For Development HEAD DRAFTSearch (procedure/syntax/module):

9.15 gauche.lazy - Lazy sequence utilities

Module: gauche.lazy

This module provides utility procedures that yields lazy sequences. For the details of lazy sequences, see Lazy sequences.

Since lazy sequences are forced implicitly and indistinguishable from ordinary lists, we don’t need a separate set of procedures for taking lists and lazy sequences; we can use find to search in both ordinary lists and lazy sequences.

However, we do need a separate set of procedures for returning either lists or lazy sequences. For example, lmap can take any kind of sequences, and returns lazy sequence (and calls the procedure on demand).

This distinction is subtle, so I reiterate it.

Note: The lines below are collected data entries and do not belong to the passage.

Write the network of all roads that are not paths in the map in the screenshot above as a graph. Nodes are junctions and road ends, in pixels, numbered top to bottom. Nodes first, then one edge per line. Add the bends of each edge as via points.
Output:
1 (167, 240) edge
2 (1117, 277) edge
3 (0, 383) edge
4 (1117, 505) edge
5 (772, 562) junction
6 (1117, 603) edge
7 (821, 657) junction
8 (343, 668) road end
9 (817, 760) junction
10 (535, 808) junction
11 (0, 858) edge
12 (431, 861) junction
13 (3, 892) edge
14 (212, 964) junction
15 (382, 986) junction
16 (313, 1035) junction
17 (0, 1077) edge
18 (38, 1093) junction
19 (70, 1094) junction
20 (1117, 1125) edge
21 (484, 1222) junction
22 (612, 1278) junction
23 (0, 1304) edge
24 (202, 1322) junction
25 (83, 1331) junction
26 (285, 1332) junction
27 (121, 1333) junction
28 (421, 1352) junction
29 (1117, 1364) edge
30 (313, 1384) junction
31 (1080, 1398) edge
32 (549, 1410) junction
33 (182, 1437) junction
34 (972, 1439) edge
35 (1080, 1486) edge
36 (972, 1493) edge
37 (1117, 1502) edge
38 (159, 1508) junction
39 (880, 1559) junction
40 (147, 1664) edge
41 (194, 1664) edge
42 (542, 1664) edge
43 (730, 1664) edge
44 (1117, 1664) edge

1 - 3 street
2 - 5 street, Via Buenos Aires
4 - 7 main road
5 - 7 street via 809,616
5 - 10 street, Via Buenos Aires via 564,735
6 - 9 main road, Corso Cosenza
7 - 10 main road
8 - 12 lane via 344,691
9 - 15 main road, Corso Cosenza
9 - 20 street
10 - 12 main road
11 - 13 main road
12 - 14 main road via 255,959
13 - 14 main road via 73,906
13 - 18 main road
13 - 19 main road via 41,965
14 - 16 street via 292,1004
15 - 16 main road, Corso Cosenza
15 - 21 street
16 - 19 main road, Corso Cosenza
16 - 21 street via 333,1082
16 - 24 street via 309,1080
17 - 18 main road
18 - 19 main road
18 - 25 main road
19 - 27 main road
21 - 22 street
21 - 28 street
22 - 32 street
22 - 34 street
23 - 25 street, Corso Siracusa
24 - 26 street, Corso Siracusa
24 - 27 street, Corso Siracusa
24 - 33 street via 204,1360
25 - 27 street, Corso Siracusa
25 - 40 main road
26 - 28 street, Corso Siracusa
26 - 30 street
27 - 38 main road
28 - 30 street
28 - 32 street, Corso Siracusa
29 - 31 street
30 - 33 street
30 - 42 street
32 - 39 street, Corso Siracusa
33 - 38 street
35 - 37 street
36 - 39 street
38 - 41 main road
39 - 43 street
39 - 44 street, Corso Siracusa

You can use both map and lmap on lazy sequences. If you want the result list at once, use map; it doesn’t have overhead of delayed calculation. If you don’t know you’ll use the entire result, or you know the result will get very large list and don’t want to waste space for an intermediate list, you want to use lmap.


9.15.1 Lazy sequence constructors

You can construct lazy sequences with built-in generator->lseq and lcons. This module provides a few more constructors.

Function: x->lseq obj

{gauche.lazy} A convenience function to coerce obj to (possibly lazy) list. If obj is a list, it is returned as it is. If obj is other type of collection, the return value is a lazy sequence that iterates over the collection. If obj is other object, it is returned as it is (you can think of it as a special case of dotted list).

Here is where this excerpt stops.